An independent European agency has come up with a fresh way of ranking commercial airlines in terms of their overall safety.
The agency, Air Transport Rating Agency (ATRA), is using a set of 15 criteria to establish what it considers to be a revolutionary way of comparing the safety culture of airlines.
ATRA says its "holistic safety rating" provides "original, concise and independent synthetic information" to complement the simplicity of accident rankings.
"The publication by the European Commission of a 'Black List' of airlines not meeting the minimum safety criteria has represented real progress," ASTRA says. "That nevertheless can lead one to infer that all the airlines not on this list have exactly the same safety profile. This is, in fact, far from true as numerous criteria contribute to safety and no airlines are identical on all the criteria, even if they meet the criteria required to avoid appearing on the black list."
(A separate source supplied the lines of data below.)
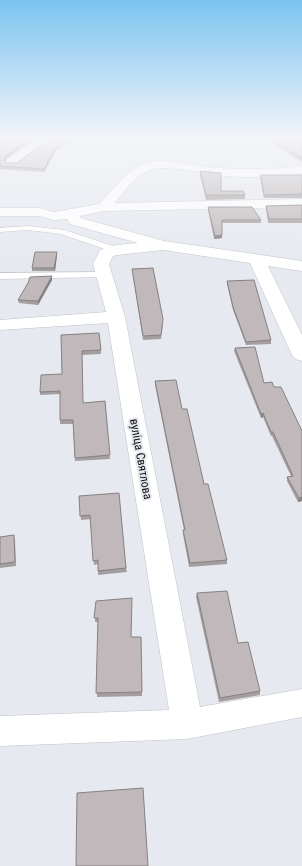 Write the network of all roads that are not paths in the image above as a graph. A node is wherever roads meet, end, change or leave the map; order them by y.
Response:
1 (129, 179) edge
2 (302, 203) edge
3 (104, 207) junction
4 (0, 212) edge
5 (71, 214) junction
6 (0, 230) edge
7 (163, 245) junction
8 (116, 250) junction
9 (257, 260) junction
10 (302, 266) edge
11 (105, 275) junction
12 (0, 276) edge
13 (116, 317) junction
14 (0, 326) edge
15 (302, 355) edge
16 (302, 704) edge
17 (187, 724) junction
18 (0, 730) edge

1 - 3 street
2 - 3 street
3 - 5 street
4 - 5 street
5 - 7 street
6 - 8 lane
7 - 8 street
7 - 9 street
8 - 11 street, вуліца Святлова
9 - 10 street
9 - 15 street
11 - 12 lane
11 - 13 street, вуліца Святлова
13 - 14 street
13 - 17 street, вуліца Святлова
16 - 17 street
17 - 18 street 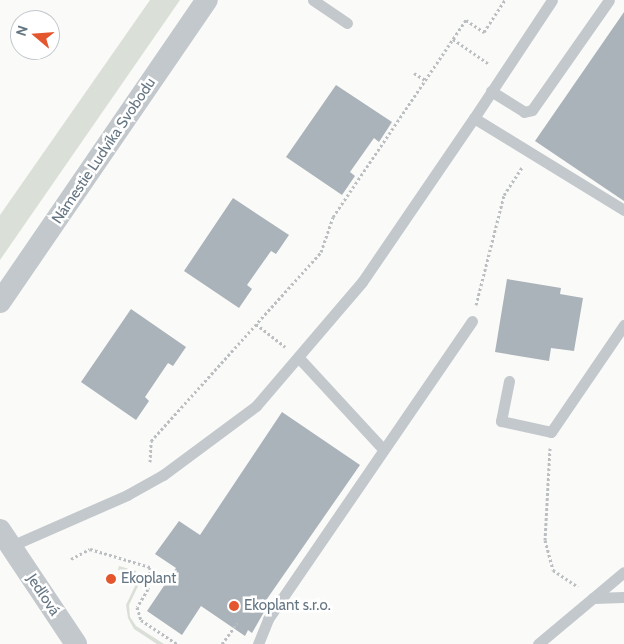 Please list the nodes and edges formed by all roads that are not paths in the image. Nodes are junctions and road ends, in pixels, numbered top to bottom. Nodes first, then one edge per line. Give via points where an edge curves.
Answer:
1 (207, 0) edge
2 (313, 0) edge
3 (552, 0) edge
4 (609, 0) edge
5 (347, 23) dead end
6 (491, 91) junction
7 (474, 118) junction
8 (624, 210) edge
9 (0, 302) edge
10 (472, 321) road end
11 (624, 325) edge
12 (300, 358) junction
13 (509, 381) dead end
14 (383, 449) junction
15 (4, 544) edge
16 (624, 572) edge
17 (624, 597) edge
18 (593, 598) junction
19 (76, 644) edge
20 (258, 644) edge
21 (538, 644) edge

1 - 9 street, Námestie Ludvíka Svobodu
2 - 5 lane
3 - 6 lane
4 - 6 lane via 532,110 524,112
6 - 7 lane
7 - 8 lane
7 - 12 lane via 362,282
10 - 14 lane
11 - 13 lane via 551,432 500,421
12 - 14 lane
12 - 15 lane via 256,406 149,483
14 - 20 lane via 268,619
15 - 19 street, Jedľová
16 - 18 lane
17 - 18 lane
18 - 21 lane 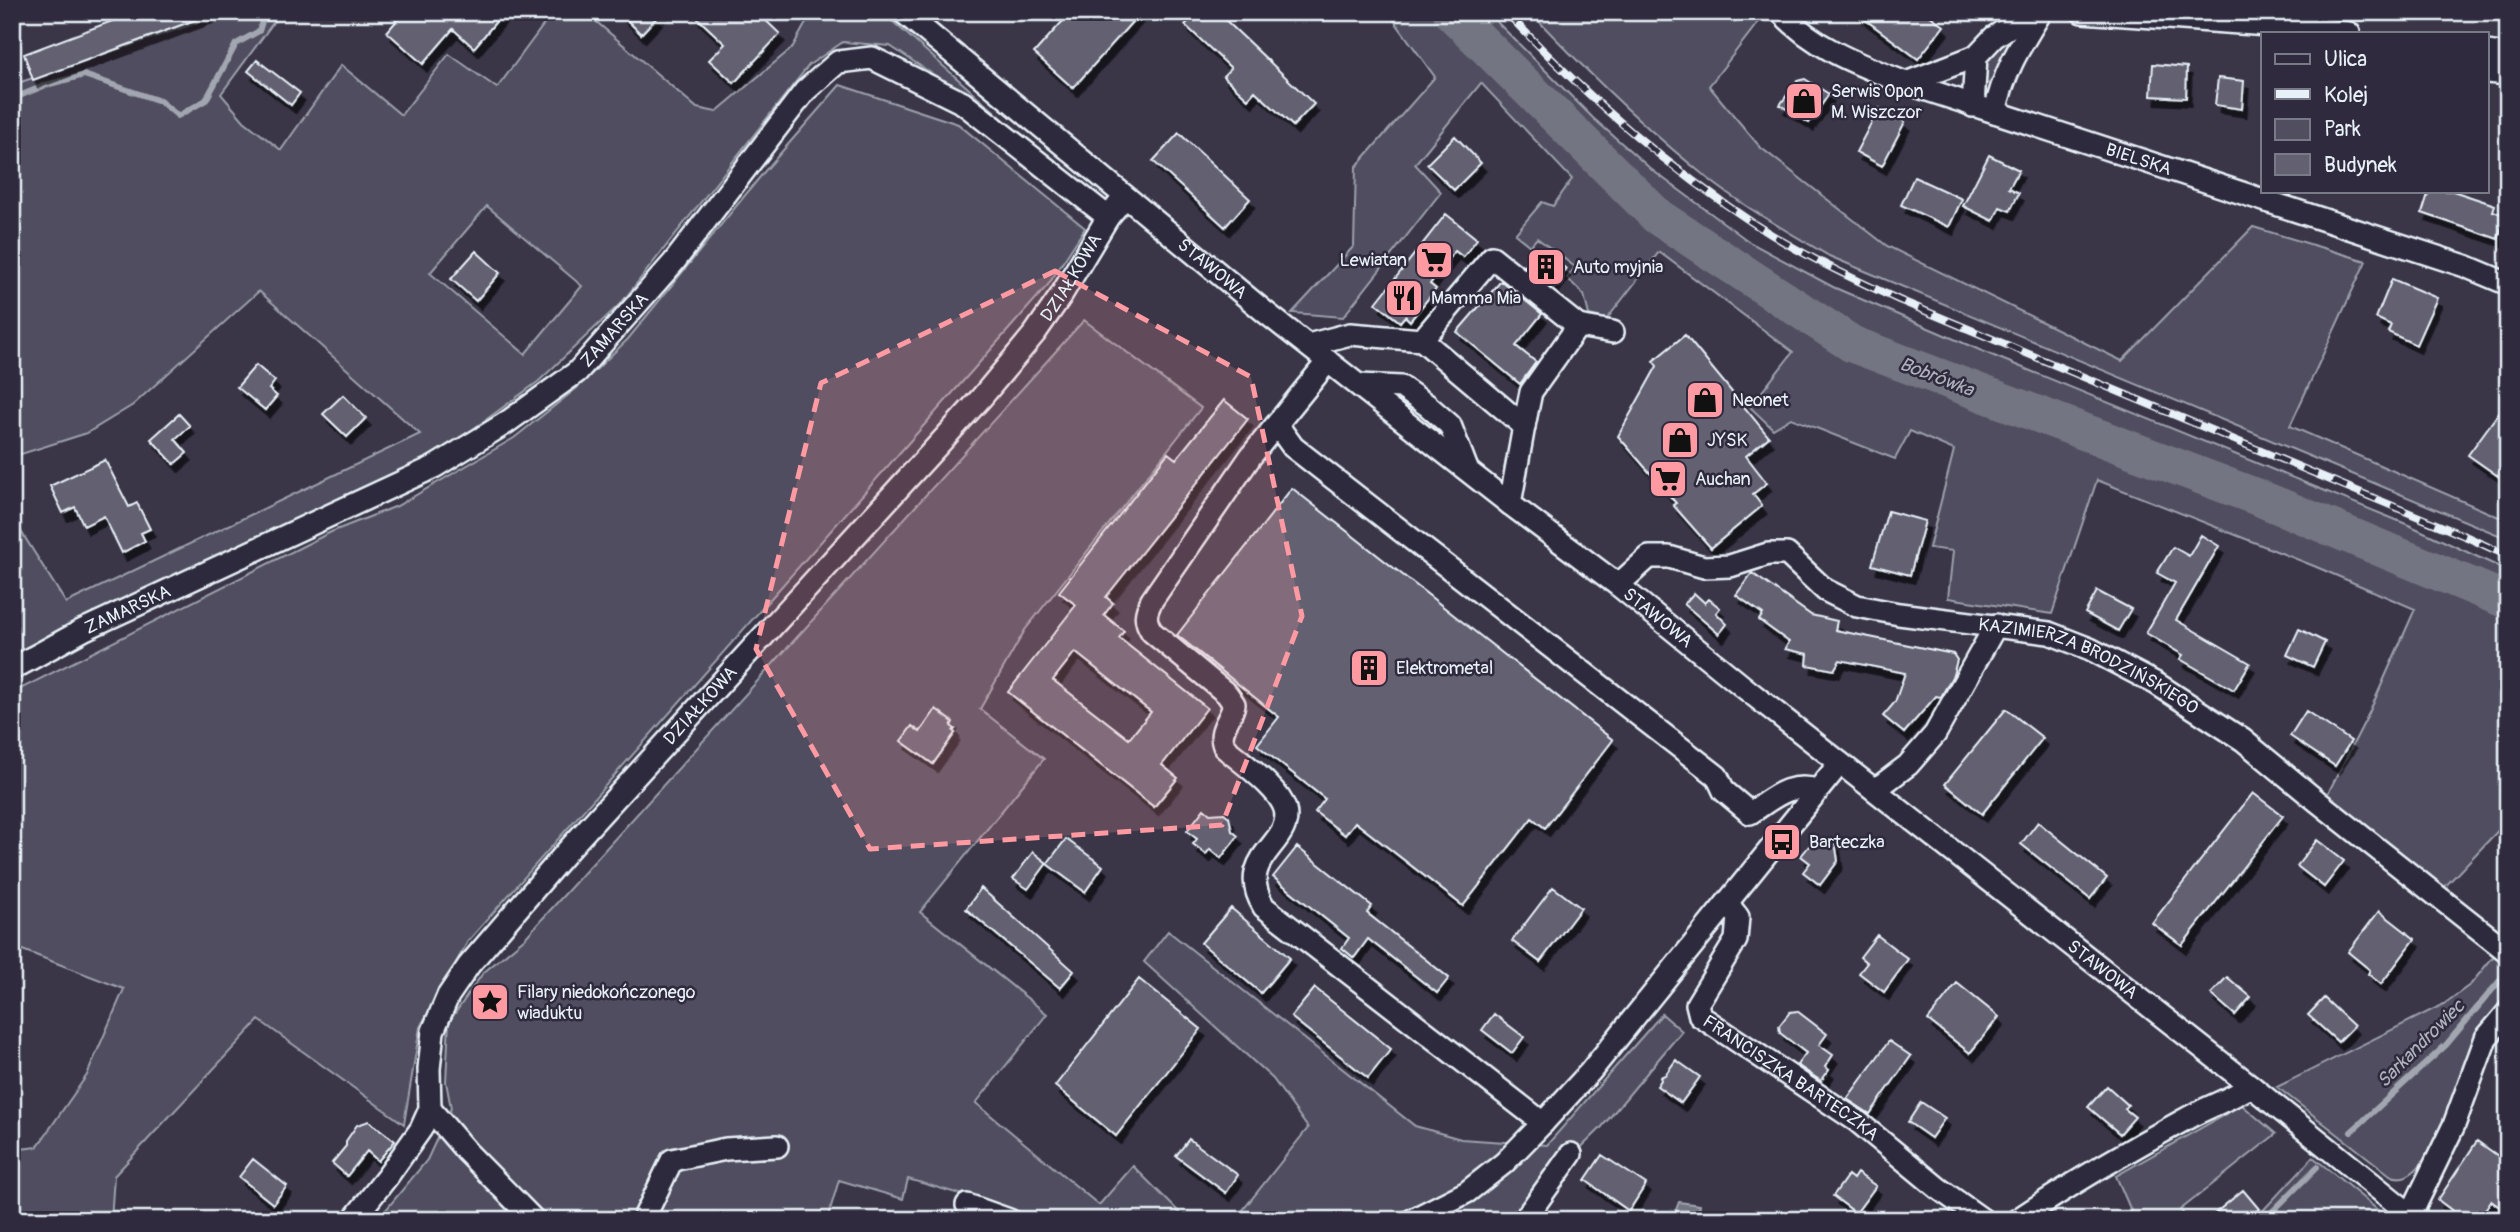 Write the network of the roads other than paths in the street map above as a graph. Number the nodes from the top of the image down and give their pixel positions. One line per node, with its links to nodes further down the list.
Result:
1 (903, 12): 16 (street, STAWOWA)
2 (1781, 12): 13 (street, BIELSKA)
3 (2032, 12): 10 (street)
4 (2041, 12): 15 (street)
5 (2082, 12): 6 (street)
6 (2286, 30): 7 (street)
7 (2341, 32)
8 (2488, 52): 9 (street)
9 (2508, 55)
10 (1976, 56): 13 (street); 14 (street)
11 (2488, 72): 12 (street)
12 (2508, 74)
13 (1906, 83): 14 (street, BIELSKA)
14 (1973, 106): 15 (street, BIELSKA)
15 (1995, 112): 18 (street, BIELSKA)
16 (1125, 197): 17 (street); 22 (street, STAWOWA)
17 (1108, 217): 29 (street, ZAMARSKA); 37 (street, DZIAŁKOWA)
18 (2508, 284)
19 (1578, 326): 20 (street); 21 (street); 25 (street)
20 (1612, 332)
21 (1422, 340): 22 (street); 25 (street)
22 (1308, 345): 23 (street, STAWOWA)
23 (1328, 361): 24 (street); 26 (street, STAWOWA)
24 (1277, 425): 31 (street); 38 (street)
25 (1524, 426): 26 (street)
26 (1510, 504): 27 (street, STAWOWA)
27 (1618, 585): 28 (street, KAZIMIERZA BRODZIŃSKIEGO); 30 (street, STAWOWA)
28 (1996, 625): 32 (street); 34 (street, KAZIMIERZA BRODZIŃSKIEGO)
29 (12, 669)
30 (1840, 763): 31 (street); 32 (street, STAWOWA)
31 (1817, 790): 33 (street)
32 (1875, 790): 36 (street, STAWOWA)
33 (1727, 903): 38 (street); 49 (street, FRANCISZKA BARTECZKA)
34 (2508, 952)
35 (2508, 1012): 42 (street)
36 (2252, 1086): 42 (street, STAWOWA); 50 (street)
37 (430, 1109): 43 (street, DZIAŁKOWA); 44 (street)
38 (1543, 1123): 47 (street)
39 (777, 1146): 45 (street)
40 (1571, 1154): 48 (street)
41 (967, 1205): 46 (street)
42 (2411, 1218)
43 (353, 1220)
44 (534, 1220)
45 (643, 1220)
46 (1009, 1220)
47 (1412, 1220)
48 (1524, 1220)
49 (1983, 1220)
50 (2017, 1220)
ATRA is using detailed technical reports, ad-hoc ratings, specific advanced data analyses, modelling and simulations, accident and incident analyses, etc.
The Agency says it is independent of airlines, manufacturers, regulatory authorities, trade unions and not-for-profit organizations.
It says its safety rating computes 15 criteria contributing directly or indirectly to general safety from the top 100 most important airlines.
The 15 selected criteria are:
* Net financial result
* Total number of passengers
* Total number of employees
* Total number of cabin crew employees
* Total number of aircraft
* Average fleet age in service
* Percentage of aircraft on order
* Fleet homogeneity
* Number of aircraft no longer in production
* Number of aircraft considered at risk
* Total aircraft-km flown
* In house maintenance capability
* Number of accidents during the last 10 years
* Dedicated flight academy pilot-training facilities
* Dedicated full flight simulators
The Top 10 airlines rated according to this approach are (in alphabetical order only):
Air France/KLM
American Airlines
British Airways
Continental Airlines
Delta Airlines
Japan Airlines
Lufthansa
Southwest Airlines
United Airlines
US Airways
Seems to be a lot of US content in that list, which has to make one a little wary of the validity of the methodology. After all, with the criteria including number of passengers and number of aircraft, it is inevitable that the biggest airlines are going to put in an appearance.